Testing ReactJS for XSS vulnerabilitiesAugust 19, 2015
The simplest explanation of React, is to consider it a natural progression from AJAX queries that try to render output by hand.
React - XSS handling
One of React’s features is that it handles XSS escapes by default. On the surface this is a good thing - new developers are far less likely to introduce XSS vounerabilities in code that escapes everything by default. They make very obvious the risks associated with bypassing this filter.

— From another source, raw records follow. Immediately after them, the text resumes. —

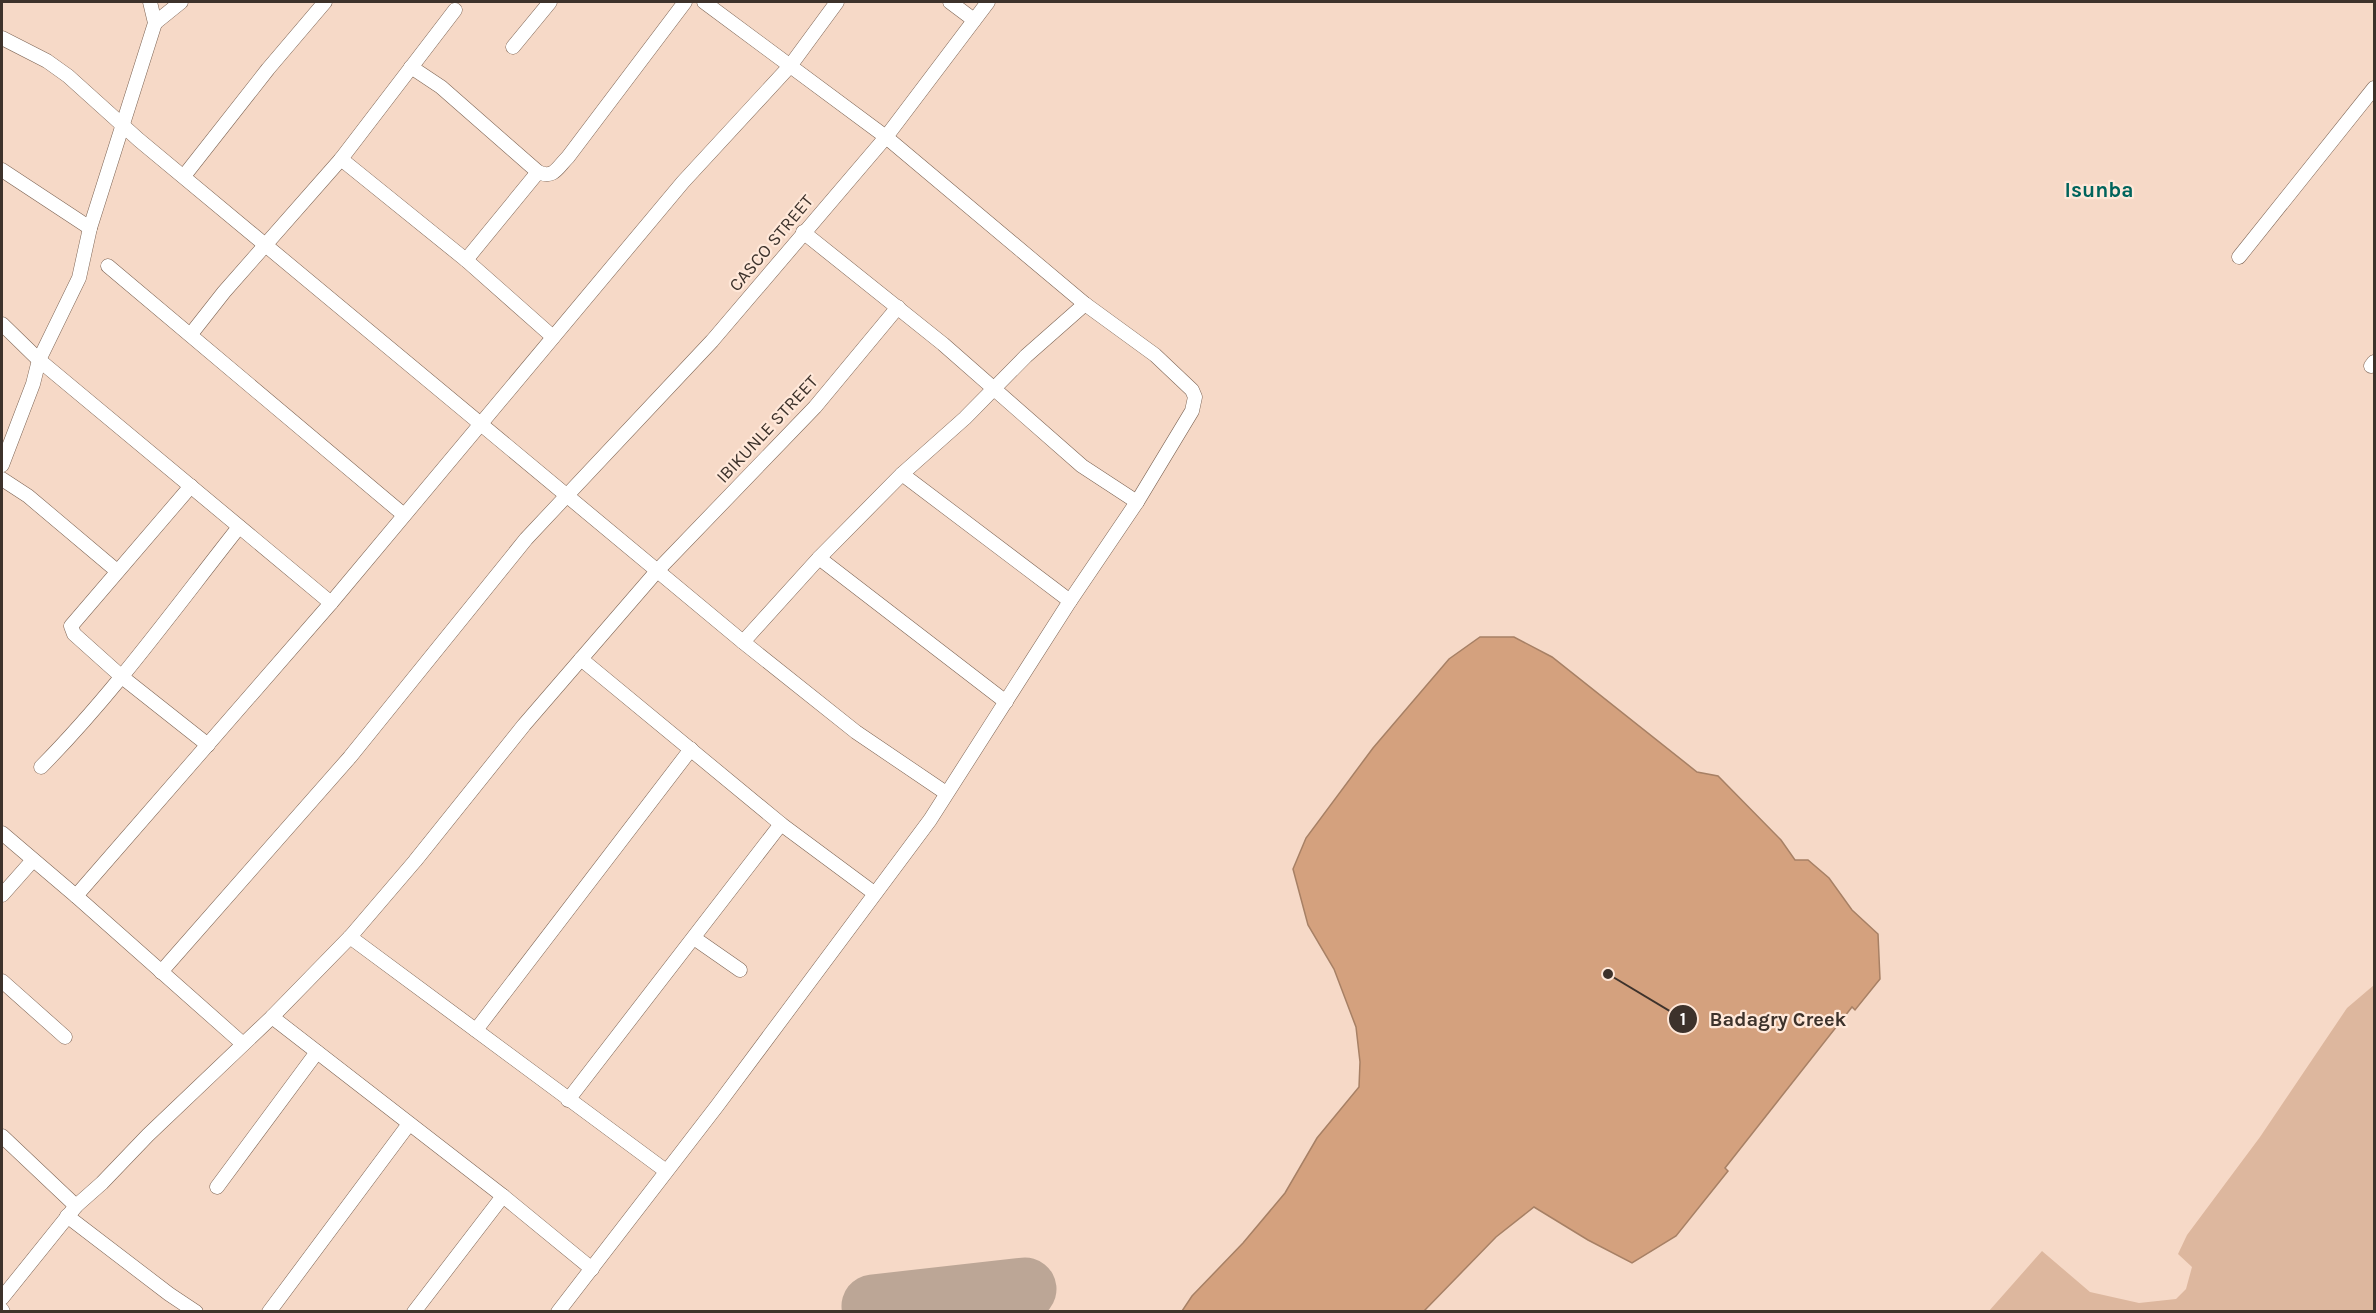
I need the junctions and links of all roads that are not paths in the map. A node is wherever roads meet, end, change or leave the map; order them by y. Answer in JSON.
{"nodes":[{"id":1,"x":150,"y":2,"type":"edge"},
{"id":2,"x":181,"y":2,"type":"edge"},
{"id":3,"x":324,"y":2,"type":"edge"},
{"id":4,"x":550,"y":2,"type":"edge"},
{"id":5,"x":685,"y":2,"type":"edge"},
{"id":6,"x":704,"y":2,"type":"edge"},
{"id":7,"x":837,"y":2,"type":"edge"},
{"id":8,"x":950,"y":2,"type":"edge"},
{"id":9,"x":988,"y":2,"type":"edge"},
{"id":10,"x":455,"y":10,"type":"dead end"},
{"id":11,"x":974,"y":20,"type":"junction"},
{"id":12,"x":155,"y":23,"type":"junction"},
{"id":13,"x":2,"y":38,"type":"edge"},
{"id":14,"x":513,"y":47,"type":"dead end"},
{"id":15,"x":790,"y":66,"type":"junction"},
{"id":16,"x":411,"y":68,"type":"junction"},
{"id":17,"x":2374,"y":88,"type":"edge"},
{"id":18,"x":123,"y":126,"type":"junction"},
{"id":19,"x":886,"y":137,"type":"junction"},
{"id":20,"x":341,"y":159,"type":"junction"},
{"id":21,"x":2,"y":171,"type":"edge"},
{"id":22,"x":538,"y":171,"type":"junction"},
{"id":23,"x":184,"y":176,"type":"junction"},
{"id":24,"x":90,"y":228,"type":"junction"},
{"id":25,"x":803,"y":232,"type":"junction"},
{"id":26,"x":265,"y":244,"type":"junction"},
{"id":27,"x":2239,"y":257,"type":"dead end"},
{"id":28,"x":466,"y":260,"type":"junction"},
{"id":29,"x":108,"y":266,"type":"dead end"},
{"id":30,"x":1085,"y":304,"type":"junction"},
{"id":31,"x":898,"y":307,"type":"junction"},
{"id":32,"x":2,"y":324,"type":"edge"},
{"id":33,"x":191,"y":334,"type":"junction"},
{"id":34,"x":554,"y":337,"type":"junction"},
{"id":35,"x":39,"y":360,"type":"junction"},
{"id":36,"x":995,"y":388,"type":"junction"},
{"id":37,"x":479,"y":423,"type":"junction"},
{"id":38,"x":2,"y":465,"type":"edge"},
{"id":39,"x":902,"y":474,"type":"junction"},
{"id":40,"x":2,"y":479,"type":"edge"},
{"id":41,"x":191,"y":486,"type":"junction"},
{"id":42,"x":567,"y":494,"type":"junction"},
{"id":43,"x":1137,"y":502,"type":"junction"},
{"id":44,"x":404,"y":515,"type":"junction"},
{"id":45,"x":239,"y":527,"type":"junction"},
{"id":46,"x":819,"y":558,"type":"junction"},
{"id":47,"x":117,"y":571,"type":"junction"},
{"id":48,"x":657,"y":571,"type":"junction"},
{"id":49,"x":1070,"y":601,"type":"junction"},
{"id":50,"x":331,"y":603,"type":"junction"},
{"id":51,"x":743,"y":642,"type":"junction"},
{"id":52,"x":581,"y":659,"type":"junction"},
{"id":53,"x":122,"y":677,"type":"junction"},
{"id":54,"x":1006,"y":702,"type":"junction"},
{"id":55,"x":208,"y":744,"type":"junction"},
{"id":56,"x":692,"y":749,"type":"junction"},
{"id":57,"x":41,"y":767,"type":"dead end"},
{"id":58,"x":946,"y":793,"type":"junction"},
{"id":59,"x":781,"y":824,"type":"junction"},
{"id":60,"x":2,"y":833,"type":"edge"},
{"id":61,"x":33,"y":860,"type":"junction"},
{"id":62,"x":874,"y":893,"type":"junction"},
{"id":63,"x":2,"y":896,"type":"edge"},
{"id":64,"x":76,"y":896,"type":"junction"},
{"id":65,"x":350,"y":937,"type":"junction"},
{"id":66,"x":694,"y":938,"type":"junction"},
{"id":67,"x":740,"y":970,"type":"dead end"},
{"id":68,"x":161,"y":972,"type":"junction"},
{"id":69,"x":2,"y":981,"type":"edge"},
{"id":70,"x":272,"y":1017,"type":"junction"},
{"id":71,"x":476,"y":1030,"type":"junction"},
{"id":72,"x":65,"y":1037,"type":"dead end"},
{"id":73,"x":243,"y":1044,"type":"junction"},
{"id":74,"x":317,"y":1053,"type":"junction"},
{"id":75,"x":568,"y":1100,"type":"junction"},
{"id":76,"x":409,"y":1124,"type":"junction"},
{"id":77,"x":2,"y":1136,"type":"edge"},
{"id":78,"x":666,"y":1171,"type":"junction"},
{"id":79,"x":217,"y":1187,"type":"dead end"},
{"id":80,"x":503,"y":1196,"type":"junction"},
{"id":81,"x":72,"y":1211,"type":"junction"},
{"id":82,"x":592,"y":1269,"type":"junction"},
{"id":83,"x":2,"y":1298,"type":"edge"},
{"id":84,"x":196,"y":1311,"type":"edge"},
{"id":85,"x":269,"y":1311,"type":"edge"},
{"id":86,"x":414,"y":1311,"type":"edge"},
{"id":87,"x":558,"y":1311,"type":"edge"}],
"edges":[{"from":1,"to":12,"type":"street"},
{"from":2,"to":12,"type":"street"},
{"from":3,"to":23,"type":"street"},
{"from":4,"to":14,"type":"street"},
{"from":5,"to":22,"type":"street"},
{"from":6,"to":15,"type":"street"},
{"from":7,"to":15,"type":"street"},
{"from":8,"to":11,"type":"street"},
{"from":9,"to":11,"type":"street","name":"CASCO STREET"},
{"from":10,"to":16,"type":"street"},
{"from":11,"to":19,"type":"street","name":"CASCO STREET"},
{"from":12,"to":18,"type":"street"},
{"from":13,"to":18,"type":"street"},
{"from":15,"to":19,"type":"street"},
{"from":15,"to":34,"type":"street"},
{"from":16,"to":20,"type":"street"},
{"from":16,"to":22,"type":"street"},
{"from":17,"to":27,"type":"street"},
{"from":18,"to":23,"type":"street"},
{"from":18,"to":24,"type":"street"},
{"from":19,"to":25,"type":"street","name":"CASCO STREET"},
{"from":19,"to":30,"type":"street"},
{"from":20,"to":26,"type":"street"},
{"from":20,"to":28,"type":"street"},
{"from":21,"to":24,"type":"street"},
{"from":22,"to":28,"type":"street"},
{"from":23,"to":26,"type":"street"},
{"from":24,"to":35,"type":"street"},
{"from":25,"to":31,"type":"street"},
{"from":25,"to":42,"type":"street","name":"CASCO STREET"},
{"from":26,"to":33,"type":"street"},
{"from":26,"to":37,"type":"street"},
{"from":28,"to":34,"type":"street"},
{"from":29,"to":33,"type":"street"},
{"from":30,"to":36,"type":"street"},
{"from":30,"to":43,"type":"street"},
{"from":31,"to":36,"type":"street"},
{"from":31,"to":48,"type":"street","name":"IBIKUNLE STREET"},
{"from":32,"to":35,"type":"street"},
{"from":33,"to":44,"type":"street"},
{"from":34,"to":37,"type":"street"},
{"from":35,"to":38,"type":"street"},
{"from":35,"to":41,"type":"street"},
{"from":36,"to":39,"type":"street"},
{"from":36,"to":43,"type":"street"},
{"from":37,"to":42,"type":"street"},
{"from":37,"to":44,"type":"street"},
{"from":39,"to":46,"type":"street"},
{"from":39,"to":49,"type":"street"},
{"from":40,"to":47,"type":"street"},
{"from":41,"to":45,"type":"street"},
{"from":41,"to":47,"type":"street"},
{"from":42,"to":48,"type":"street"},
{"from":42,"to":68,"type":"street","name":"CASCO STREET"},
{"from":43,"to":49,"type":"street"},
{"from":44,"to":50,"type":"street"},
{"from":45,"to":50,"type":"street"},
{"from":45,"to":53,"type":"street"},
{"from":46,"to":51,"type":"street"},
{"from":46,"to":54,"type":"street"},
{"from":47,"to":53,"type":"street"},
{"from":48,"to":51,"type":"street"},
{"from":48,"to":52,"type":"street","name":"IBIKUNLE STREET"},
{"from":49,"to":54,"type":"street"},
{"from":50,"to":55,"type":"street"},
{"from":51,"to":58,"type":"street"},
{"from":52,"to":56,"type":"street"},
{"from":52,"to":65,"type":"street","name":"IBIKUNLE STREET"},
{"from":53,"to":55,"type":"street"},
{"from":53,"to":57,"type":"street"},
{"from":54,"to":58,"type":"street"},
{"from":55,"to":64,"type":"street"},
{"from":56,"to":59,"type":"street"},
{"from":56,"to":71,"type":"street"},
{"from":58,"to":62,"type":"street"},
{"from":59,"to":62,"type":"street"},
{"from":59,"to":66,"type":"street"},
{"from":60,"to":61,"type":"street"},
{"from":61,"to":63,"type":"street"},
{"from":61,"to":64,"type":"street"},
{"from":62,"to":78,"type":"street"},
{"from":64,"to":68,"type":"street"},
{"from":65,"to":70,"type":"street","name":"IBIKUNLE STREET"},
{"from":65,"to":71,"type":"street"},
{"from":66,"to":67,"type":"street"},
{"from":66,"to":75,"type":"street"},
{"from":68,"to":73,"type":"street"},
{"from":69,"to":72,"type":"street"},
{"from":70,"to":73,"type":"street","name":"IBIKUNLE STREET"},
{"from":70,"to":74,"type":"street"},
{"from":71,"to":75,"type":"street"},
{"from":73,"to":81,"type":"street","name":"IBIKUNLE STREET"},
{"from":74,"to":76,"type":"street"},
{"from":74,"to":79,"type":"street"},
{"from":75,"to":78,"type":"street"},
{"from":76,"to":80,"type":"street"},
{"from":76,"to":85,"type":"street"},
{"from":77,"to":81,"type":"street"},
{"from":78,"to":82,"type":"street"},
{"from":80,"to":82,"type":"street"},
{"from":80,"to":86,"type":"street"},
{"from":81,"to":83,"type":"street","name":"IBIKUNLE STREET"},
{"from":81,"to":84,"type":"street"},
{"from":82,"to":87,"type":"street"}]}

There are a few obvious downsides here, namely, you have to trust React to properly escape everything it’s given. If you utilise any form of web security application scanner, you’ll quickly notice it continually flagging alerts that it believes are XSS vulnerabilities, as it sees json come down the wire with unescapated HTML. Burp Suite did exactly this on a recent application test, which is the purpose for this testing. Unfortunately I’m not very good at shrugging my shoulders and declaring Facebook probably secured my services.
The React XSS Smoke test
Facebook’s code is generally very good, and I had every expectation I was going to get the result I did. That said, sometimes it’s good to be testing. This service can also serve as an ongoing test for regressions.

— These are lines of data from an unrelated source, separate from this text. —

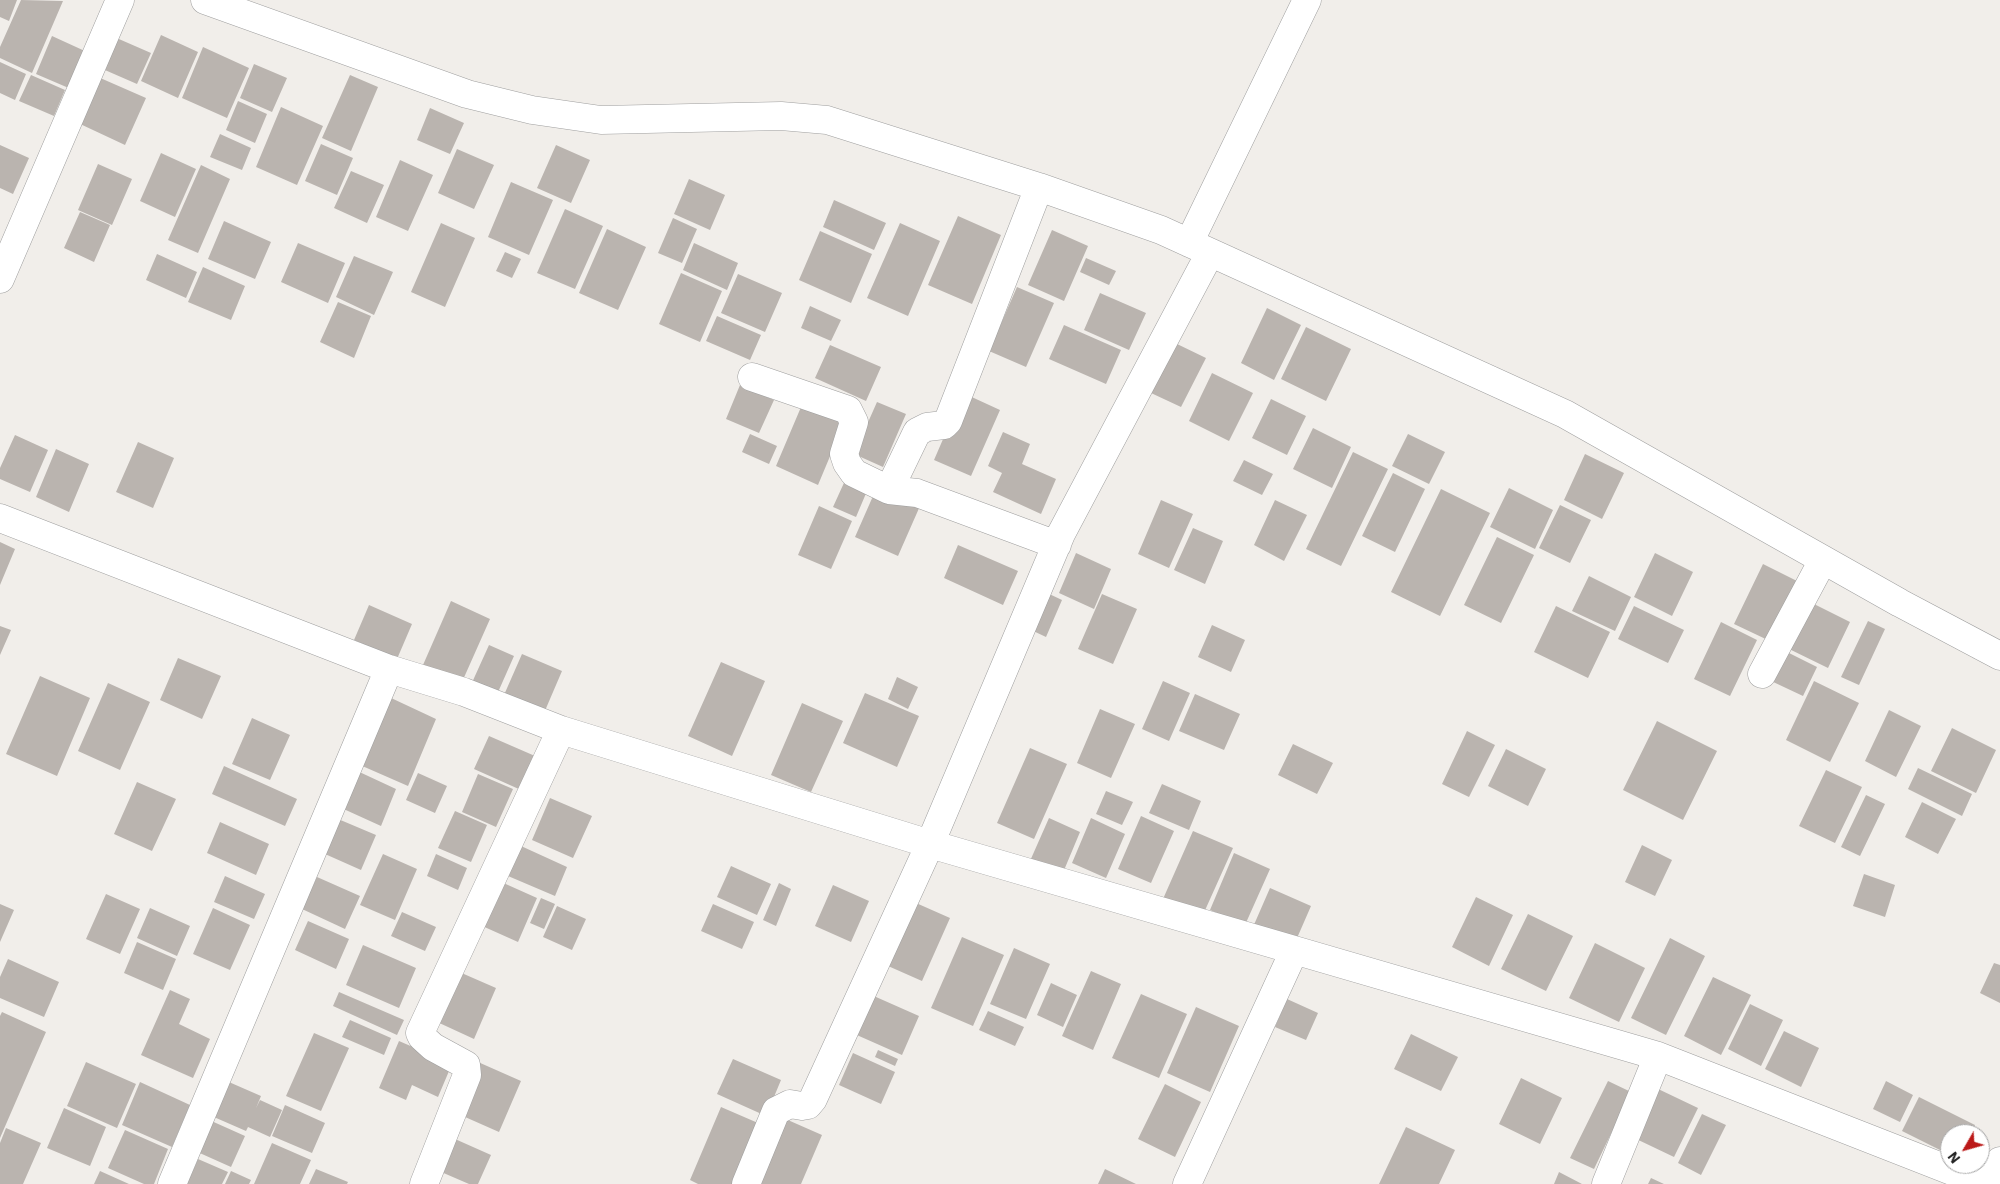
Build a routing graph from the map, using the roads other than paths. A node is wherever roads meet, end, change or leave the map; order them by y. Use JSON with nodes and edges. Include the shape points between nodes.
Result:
{"nodes":[{"id":1,"x":120,"y":0,"type":"edge"},
{"id":2,"x":205,"y":0,"type":"edge"},
{"id":3,"x":1307,"y":0,"type":"edge"},
{"id":4,"x":1039,"y":188,"type":"junction"},
{"id":5,"x":1200,"y":248,"type":"junction"},
{"id":6,"x":1,"y":274,"type":"edge"},
{"id":7,"x":752,"y":377,"type":"dead end"},
{"id":8,"x":888,"y":490,"type":"junction"},
{"id":9,"x":0,"y":518,"type":"edge"},
{"id":10,"x":1057,"y":545,"type":"junction"},
{"id":11,"x":1823,"y":560,"type":"junction"},
{"id":12,"x":2000,"y":656,"type":"edge"},
{"id":13,"x":389,"y":669,"type":"junction"},
{"id":14,"x":1762,"y":674,"type":"dead end"},
{"id":15,"x":561,"y":730,"type":"junction"},
{"id":16,"x":930,"y":844,"type":"junction"},
{"id":17,"x":1294,"y":951,"type":"junction"},
{"id":18,"x":1658,"y":1056,"type":"junction"},
{"id":19,"x":2000,"y":1161,"type":"edge"},
{"id":20,"x":172,"y":1184,"type":"edge"},
{"id":21,"x":424,"y":1184,"type":"edge"},
{"id":22,"x":746,"y":1184,"type":"edge"},
{"id":23,"x":1186,"y":1184,"type":"edge"},
{"id":24,"x":1606,"y":1184,"type":"edge"},
{"id":25,"x":1986,"y":1184,"type":"edge"}],
"edges":[{"from":1,"to":6,"type":"street"},
{"from":2,"to":4,"type":"street","via":[[467,94],[532,110],[601,120],[781,116],[827,120]]},
{"from":3,"to":5,"type":"street"},
{"from":4,"to":5,"type":"street","via":[[1161,230]]},
{"from":4,"to":8,"type":"street","via":[[948,421],[917,432]]},
{"from":5,"to":10,"type":"street"},
{"from":5,"to":11,"type":"street","via":[[1564,414]]},
{"from":7,"to":8,"type":"street","via":[[848,410],[854,422],[844,454],[847,463],[854,473]]},
{"from":8,"to":10,"type":"street","via":[[917,493]]},
{"from":9,"to":13,"type":"street"},
{"from":10,"to":16,"type":"street"},
{"from":11,"to":12,"type":"street"},
{"from":11,"to":14,"type":"street"},
{"from":13,"to":15,"type":"street","via":[[464,692]]},
{"from":13,"to":20,"type":"street"},
{"from":15,"to":16,"type":"street"},
{"from":15,"to":21,"type":"street","via":[[420,1033],[433,1047],[466,1065],[467,1075]]},
{"from":16,"to":17,"type":"street"},
{"from":16,"to":22,"type":"street","via":[[813,1099],[808,1105],[790,1104],[776,1111]]},
{"from":17,"to":18,"type":"street"},
{"from":17,"to":23,"type":"street"},
{"from":18,"to":24,"type":"street"},
{"from":18,"to":25,"type":"street"},
{"from":19,"to":25,"type":"street"}]}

As a source, I am utilising the OWASP XSS Filter Evasion cheat sheet. This page is updated regularly and hence the developed process includes grabbing the latest.
Extracting the latest XSS list
I’ve created a short Ruby script which will parse the OWASP page, and create a .json file. This file is used by the front end.
With assistance from Babel and Gulp, we have a short peice of React front end that will:
- Perform an ajax query on the generated json
- Render each element on screen
This single script will attempt to execute each element from the OWASP cheat sheet. The fact you can view it without any issues including popups or network activity, shows the current version of React is intact.
You can view it all on my Github. https://github.com/technion/reactxss
This code has been overhauled for React 16. We’ve also moved to Webpack and Typescript. It sounds like framework churn - but Typescript really is more maintainable even for code this small.
The current code base is also running live at http://lolware-content.s3-website-ap-northeast-1.amazonaws.com/reactxss/. No, it doesn’t look like much. That’s still a TODO.
With a third party smoke test in place, I have a higher level of confidence in trusting React to sanitise frontends. I’ll be expanding capabilities over the coming weeks, to ensure it tests the latest release, and to automate the testing.